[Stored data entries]
┌──

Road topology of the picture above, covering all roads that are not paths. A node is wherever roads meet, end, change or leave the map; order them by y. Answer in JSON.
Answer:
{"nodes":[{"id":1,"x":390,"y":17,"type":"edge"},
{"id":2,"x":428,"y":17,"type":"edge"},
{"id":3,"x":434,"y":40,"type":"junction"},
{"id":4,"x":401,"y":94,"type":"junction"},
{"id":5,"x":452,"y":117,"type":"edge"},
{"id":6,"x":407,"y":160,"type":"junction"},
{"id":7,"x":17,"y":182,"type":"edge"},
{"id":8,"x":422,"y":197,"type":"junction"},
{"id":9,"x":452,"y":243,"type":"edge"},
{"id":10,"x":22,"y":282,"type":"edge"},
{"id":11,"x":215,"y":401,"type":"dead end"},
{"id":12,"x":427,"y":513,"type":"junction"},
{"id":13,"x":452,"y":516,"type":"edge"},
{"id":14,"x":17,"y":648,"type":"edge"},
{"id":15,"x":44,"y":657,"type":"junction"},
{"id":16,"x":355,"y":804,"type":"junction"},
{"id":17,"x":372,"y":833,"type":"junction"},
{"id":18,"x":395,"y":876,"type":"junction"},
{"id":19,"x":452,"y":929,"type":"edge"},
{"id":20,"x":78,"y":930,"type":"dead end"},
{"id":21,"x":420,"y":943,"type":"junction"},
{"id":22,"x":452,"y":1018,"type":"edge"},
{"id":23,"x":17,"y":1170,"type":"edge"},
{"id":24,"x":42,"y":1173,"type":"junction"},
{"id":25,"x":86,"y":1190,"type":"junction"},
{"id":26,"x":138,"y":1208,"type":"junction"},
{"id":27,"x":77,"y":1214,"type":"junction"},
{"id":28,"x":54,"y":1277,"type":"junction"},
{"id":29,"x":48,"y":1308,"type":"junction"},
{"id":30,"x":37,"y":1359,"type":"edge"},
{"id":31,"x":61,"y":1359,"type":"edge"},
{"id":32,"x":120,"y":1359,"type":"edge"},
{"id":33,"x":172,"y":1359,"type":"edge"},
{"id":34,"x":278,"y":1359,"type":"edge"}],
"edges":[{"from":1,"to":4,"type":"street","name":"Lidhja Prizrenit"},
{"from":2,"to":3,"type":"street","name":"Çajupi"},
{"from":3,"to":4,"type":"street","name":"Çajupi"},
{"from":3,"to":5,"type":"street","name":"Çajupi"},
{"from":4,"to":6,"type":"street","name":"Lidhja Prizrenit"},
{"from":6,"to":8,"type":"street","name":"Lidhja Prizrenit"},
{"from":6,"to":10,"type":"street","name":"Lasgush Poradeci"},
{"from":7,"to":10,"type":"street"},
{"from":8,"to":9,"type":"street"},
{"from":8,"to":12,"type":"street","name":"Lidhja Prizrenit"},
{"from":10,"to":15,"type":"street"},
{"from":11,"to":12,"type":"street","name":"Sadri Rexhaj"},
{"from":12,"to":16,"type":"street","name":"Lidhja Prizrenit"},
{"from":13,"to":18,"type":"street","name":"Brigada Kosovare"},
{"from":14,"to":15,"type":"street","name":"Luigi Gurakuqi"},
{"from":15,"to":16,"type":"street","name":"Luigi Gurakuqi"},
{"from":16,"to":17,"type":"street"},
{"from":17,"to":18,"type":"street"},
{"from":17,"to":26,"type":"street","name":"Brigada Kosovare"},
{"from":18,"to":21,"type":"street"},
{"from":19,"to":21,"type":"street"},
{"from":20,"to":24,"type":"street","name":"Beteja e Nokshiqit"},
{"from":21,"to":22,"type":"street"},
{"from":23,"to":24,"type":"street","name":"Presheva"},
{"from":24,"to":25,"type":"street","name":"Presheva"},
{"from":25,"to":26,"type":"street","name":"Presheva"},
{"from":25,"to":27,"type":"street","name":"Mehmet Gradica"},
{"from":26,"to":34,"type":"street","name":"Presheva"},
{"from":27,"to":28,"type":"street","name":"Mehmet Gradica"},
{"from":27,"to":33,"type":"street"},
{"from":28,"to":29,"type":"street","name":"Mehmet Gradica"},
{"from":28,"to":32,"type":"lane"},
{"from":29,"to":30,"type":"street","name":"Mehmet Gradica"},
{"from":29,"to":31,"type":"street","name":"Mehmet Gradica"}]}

└──

Directions >> Where the string "dead" appears in a line of the entries above, return that line.

Answer section >>
{"id":11,"x":215,"y":401,"type":"dead end"},
{"id":20,"x":78,"y":930,"type":"dead end"},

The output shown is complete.